SUPPLIED DATA Start Marker
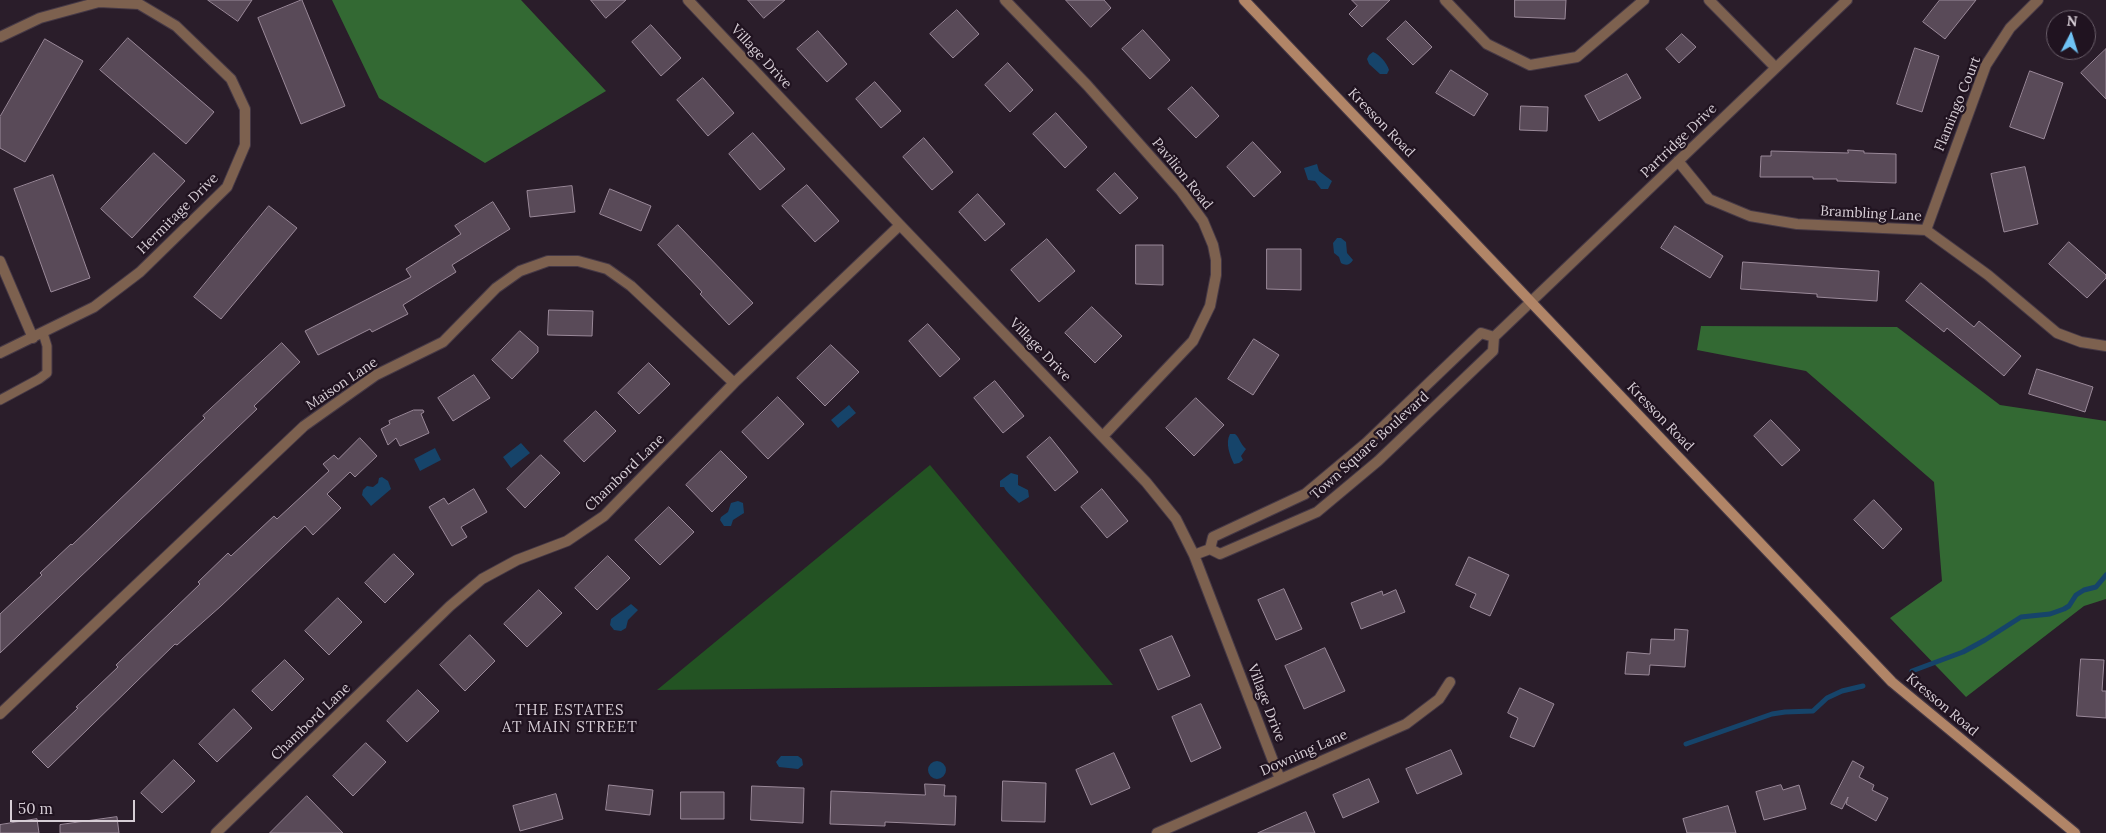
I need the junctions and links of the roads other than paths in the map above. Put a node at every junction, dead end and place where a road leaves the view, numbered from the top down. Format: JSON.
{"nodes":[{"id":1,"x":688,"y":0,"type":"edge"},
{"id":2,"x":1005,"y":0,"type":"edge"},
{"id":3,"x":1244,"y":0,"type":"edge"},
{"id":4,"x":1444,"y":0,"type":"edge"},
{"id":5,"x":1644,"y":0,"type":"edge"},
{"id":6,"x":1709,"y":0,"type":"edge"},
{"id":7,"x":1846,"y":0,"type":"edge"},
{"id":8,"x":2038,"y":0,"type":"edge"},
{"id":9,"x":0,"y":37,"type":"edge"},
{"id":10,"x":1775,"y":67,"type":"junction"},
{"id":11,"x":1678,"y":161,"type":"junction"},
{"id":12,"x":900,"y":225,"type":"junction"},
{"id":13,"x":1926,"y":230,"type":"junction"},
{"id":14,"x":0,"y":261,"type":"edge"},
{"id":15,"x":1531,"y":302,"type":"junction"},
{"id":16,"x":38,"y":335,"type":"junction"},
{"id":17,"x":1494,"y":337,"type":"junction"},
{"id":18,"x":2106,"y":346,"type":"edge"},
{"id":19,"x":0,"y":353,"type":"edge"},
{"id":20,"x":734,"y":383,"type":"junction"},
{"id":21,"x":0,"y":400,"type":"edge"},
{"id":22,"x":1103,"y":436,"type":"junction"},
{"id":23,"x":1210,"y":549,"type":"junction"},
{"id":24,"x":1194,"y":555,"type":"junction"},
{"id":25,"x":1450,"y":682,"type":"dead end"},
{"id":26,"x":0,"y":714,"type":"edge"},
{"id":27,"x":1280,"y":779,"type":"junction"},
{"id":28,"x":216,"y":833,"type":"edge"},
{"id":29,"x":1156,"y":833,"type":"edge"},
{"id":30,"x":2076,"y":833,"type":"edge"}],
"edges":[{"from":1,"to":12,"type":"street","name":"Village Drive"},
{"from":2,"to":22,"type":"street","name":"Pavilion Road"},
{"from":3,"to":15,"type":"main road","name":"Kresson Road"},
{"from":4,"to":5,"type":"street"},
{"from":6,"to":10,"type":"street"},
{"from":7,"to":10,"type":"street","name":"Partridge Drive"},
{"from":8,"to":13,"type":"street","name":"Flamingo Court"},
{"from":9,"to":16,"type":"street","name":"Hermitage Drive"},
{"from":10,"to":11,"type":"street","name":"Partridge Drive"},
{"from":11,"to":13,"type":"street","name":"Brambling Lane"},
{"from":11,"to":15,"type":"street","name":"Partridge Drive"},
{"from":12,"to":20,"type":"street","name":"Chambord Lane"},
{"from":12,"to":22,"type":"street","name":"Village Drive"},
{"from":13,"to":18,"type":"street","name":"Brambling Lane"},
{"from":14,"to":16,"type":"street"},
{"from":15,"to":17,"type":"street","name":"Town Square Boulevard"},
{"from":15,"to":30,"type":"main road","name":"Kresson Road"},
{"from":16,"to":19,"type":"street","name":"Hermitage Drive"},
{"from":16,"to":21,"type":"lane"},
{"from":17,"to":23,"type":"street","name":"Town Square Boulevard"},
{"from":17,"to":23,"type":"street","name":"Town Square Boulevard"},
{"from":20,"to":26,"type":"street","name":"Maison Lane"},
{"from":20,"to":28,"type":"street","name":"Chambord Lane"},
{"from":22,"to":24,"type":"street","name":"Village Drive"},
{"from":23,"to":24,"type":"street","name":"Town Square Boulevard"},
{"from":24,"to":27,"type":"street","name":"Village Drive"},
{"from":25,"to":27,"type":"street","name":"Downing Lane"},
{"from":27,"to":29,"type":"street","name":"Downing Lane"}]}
SUPPLIED DATA End Marker
SUPPLIED DATA Start Marker
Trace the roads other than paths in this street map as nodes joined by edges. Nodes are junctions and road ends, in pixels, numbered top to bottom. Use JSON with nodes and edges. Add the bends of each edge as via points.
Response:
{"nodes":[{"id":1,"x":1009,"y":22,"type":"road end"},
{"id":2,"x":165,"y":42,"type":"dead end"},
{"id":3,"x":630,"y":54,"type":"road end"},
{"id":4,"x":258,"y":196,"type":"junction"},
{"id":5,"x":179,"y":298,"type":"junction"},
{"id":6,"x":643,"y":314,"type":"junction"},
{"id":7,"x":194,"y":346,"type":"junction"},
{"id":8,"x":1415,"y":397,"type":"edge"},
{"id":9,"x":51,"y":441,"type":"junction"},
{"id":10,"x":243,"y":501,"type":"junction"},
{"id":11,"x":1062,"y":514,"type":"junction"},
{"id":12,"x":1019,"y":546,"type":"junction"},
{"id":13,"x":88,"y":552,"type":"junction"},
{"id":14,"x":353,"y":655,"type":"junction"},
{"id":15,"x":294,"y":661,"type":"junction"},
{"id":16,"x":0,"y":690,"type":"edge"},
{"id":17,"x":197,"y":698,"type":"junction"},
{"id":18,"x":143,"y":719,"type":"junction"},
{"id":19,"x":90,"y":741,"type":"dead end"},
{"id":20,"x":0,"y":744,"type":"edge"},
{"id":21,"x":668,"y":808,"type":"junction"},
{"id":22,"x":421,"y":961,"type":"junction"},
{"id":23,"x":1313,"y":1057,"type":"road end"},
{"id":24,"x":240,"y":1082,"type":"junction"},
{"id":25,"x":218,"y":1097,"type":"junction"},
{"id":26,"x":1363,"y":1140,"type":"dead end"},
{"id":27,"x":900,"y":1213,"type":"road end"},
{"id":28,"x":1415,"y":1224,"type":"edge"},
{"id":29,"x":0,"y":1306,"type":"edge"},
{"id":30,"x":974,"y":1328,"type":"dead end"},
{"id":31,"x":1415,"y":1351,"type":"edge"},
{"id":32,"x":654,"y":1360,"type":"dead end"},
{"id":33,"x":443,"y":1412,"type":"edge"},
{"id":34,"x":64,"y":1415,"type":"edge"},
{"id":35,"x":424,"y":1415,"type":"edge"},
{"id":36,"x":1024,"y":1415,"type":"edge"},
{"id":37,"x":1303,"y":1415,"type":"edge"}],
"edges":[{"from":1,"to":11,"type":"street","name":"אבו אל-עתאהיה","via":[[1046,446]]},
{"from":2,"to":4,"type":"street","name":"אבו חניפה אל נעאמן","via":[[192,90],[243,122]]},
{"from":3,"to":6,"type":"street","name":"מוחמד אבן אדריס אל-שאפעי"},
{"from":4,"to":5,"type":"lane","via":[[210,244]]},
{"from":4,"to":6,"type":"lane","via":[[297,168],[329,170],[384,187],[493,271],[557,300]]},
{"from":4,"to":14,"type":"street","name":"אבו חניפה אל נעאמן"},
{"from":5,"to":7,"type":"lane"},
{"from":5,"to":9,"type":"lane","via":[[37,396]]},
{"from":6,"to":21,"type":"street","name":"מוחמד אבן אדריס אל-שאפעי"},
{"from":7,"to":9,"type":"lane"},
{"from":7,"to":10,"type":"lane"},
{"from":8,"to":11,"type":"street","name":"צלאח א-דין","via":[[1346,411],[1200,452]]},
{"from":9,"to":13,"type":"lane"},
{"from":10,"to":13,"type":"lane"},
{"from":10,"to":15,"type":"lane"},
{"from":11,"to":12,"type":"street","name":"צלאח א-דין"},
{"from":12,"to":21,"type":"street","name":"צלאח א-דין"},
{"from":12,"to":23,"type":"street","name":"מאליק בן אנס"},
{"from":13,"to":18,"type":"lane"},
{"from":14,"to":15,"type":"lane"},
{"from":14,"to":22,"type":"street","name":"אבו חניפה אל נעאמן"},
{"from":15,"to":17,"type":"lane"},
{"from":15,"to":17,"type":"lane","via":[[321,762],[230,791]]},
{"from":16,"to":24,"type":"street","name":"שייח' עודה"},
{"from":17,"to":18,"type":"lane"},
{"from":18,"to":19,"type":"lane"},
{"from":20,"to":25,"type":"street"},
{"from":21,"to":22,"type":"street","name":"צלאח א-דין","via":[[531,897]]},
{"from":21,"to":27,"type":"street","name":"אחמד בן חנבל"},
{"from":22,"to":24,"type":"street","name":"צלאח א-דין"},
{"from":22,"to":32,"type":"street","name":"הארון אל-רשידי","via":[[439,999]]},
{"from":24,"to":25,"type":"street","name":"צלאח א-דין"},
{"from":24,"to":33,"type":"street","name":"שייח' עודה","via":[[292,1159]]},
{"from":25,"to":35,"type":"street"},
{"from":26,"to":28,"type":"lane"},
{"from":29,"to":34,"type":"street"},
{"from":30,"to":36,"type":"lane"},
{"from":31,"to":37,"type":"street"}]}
SUPPLIED DATA End Marker
SUPPLIED DATA Start Marker
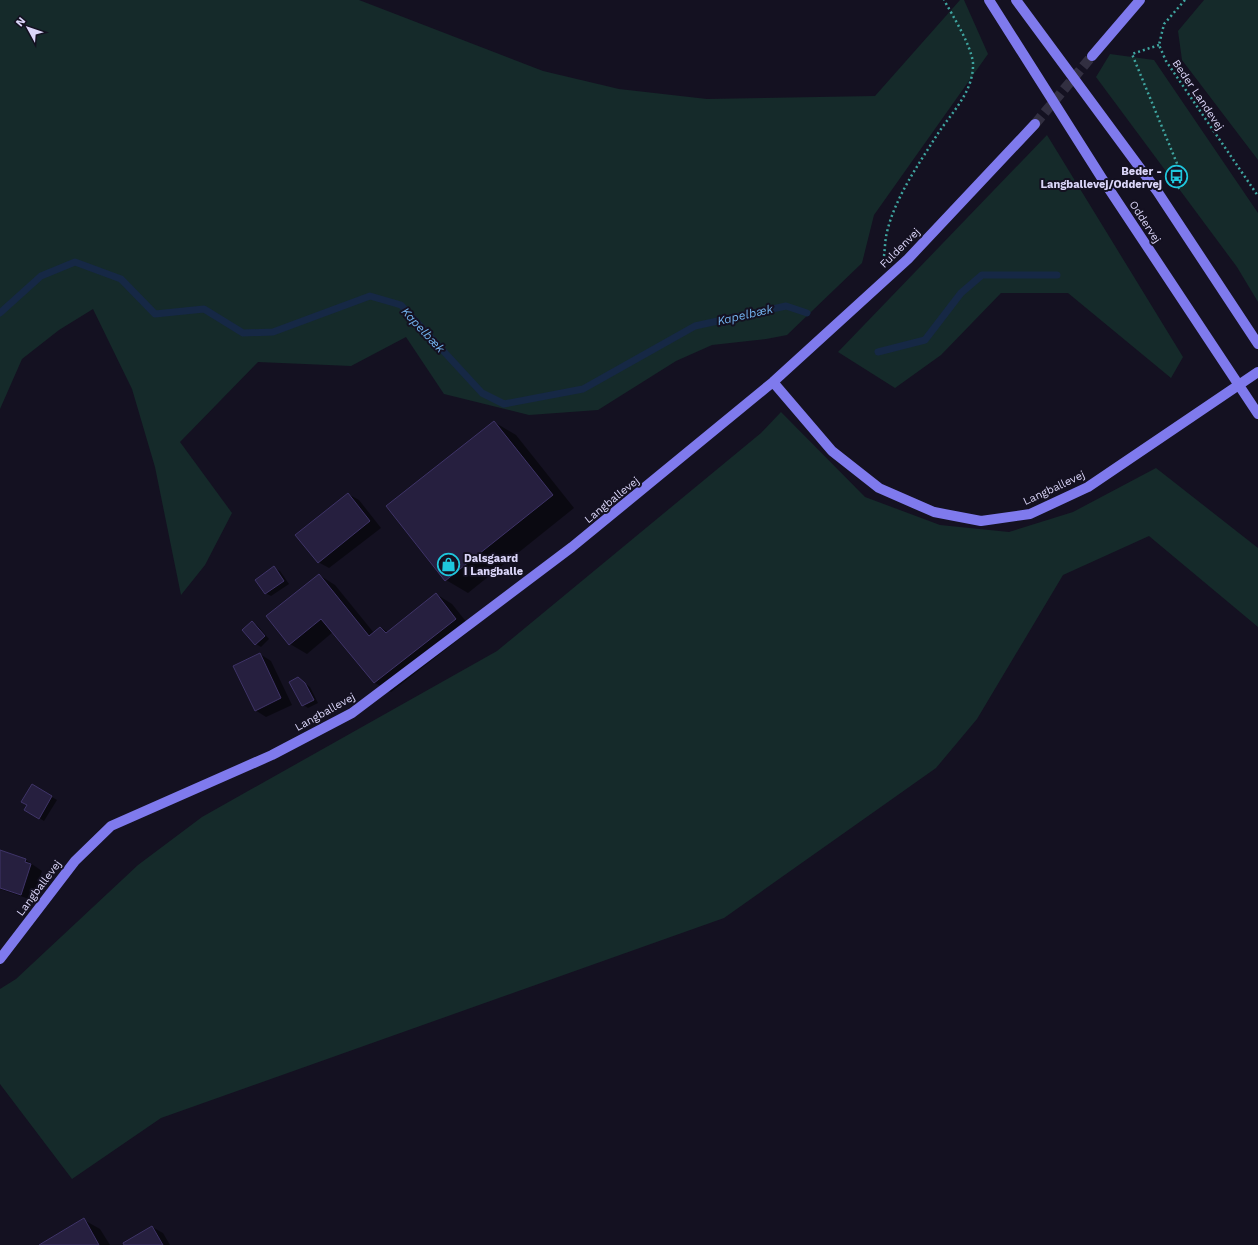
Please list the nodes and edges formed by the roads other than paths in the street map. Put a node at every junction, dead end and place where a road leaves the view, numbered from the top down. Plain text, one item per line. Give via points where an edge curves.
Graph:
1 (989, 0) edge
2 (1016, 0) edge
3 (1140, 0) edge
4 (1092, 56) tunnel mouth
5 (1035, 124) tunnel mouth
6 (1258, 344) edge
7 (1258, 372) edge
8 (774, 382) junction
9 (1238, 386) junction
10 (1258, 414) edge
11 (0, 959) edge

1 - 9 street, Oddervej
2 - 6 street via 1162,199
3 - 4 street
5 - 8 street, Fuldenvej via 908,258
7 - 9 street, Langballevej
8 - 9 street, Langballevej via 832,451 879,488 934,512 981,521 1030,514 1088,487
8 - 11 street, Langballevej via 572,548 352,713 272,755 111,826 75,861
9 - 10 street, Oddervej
SUPPLIED DATA End Marker
### TASK PROMPT
Filter the entries down to the lines holding the string "points". Copy each of those lines.

### RESULT FOR THIS EXERCISE
Trace the roads other than paths in this street map as nodes joined by edges. Nodes are junctions and road ends, in pixels, numbered top to bottom. Use JSON with nodes and edges. Add the bends of each edge as via points.
Please list the nodes and edges formed by the roads other than paths in the street map. Put a node at every junction, dead end and place where a road leaves the view, numbered from the top down. Plain text, one item per line. Give via points where an edge curves.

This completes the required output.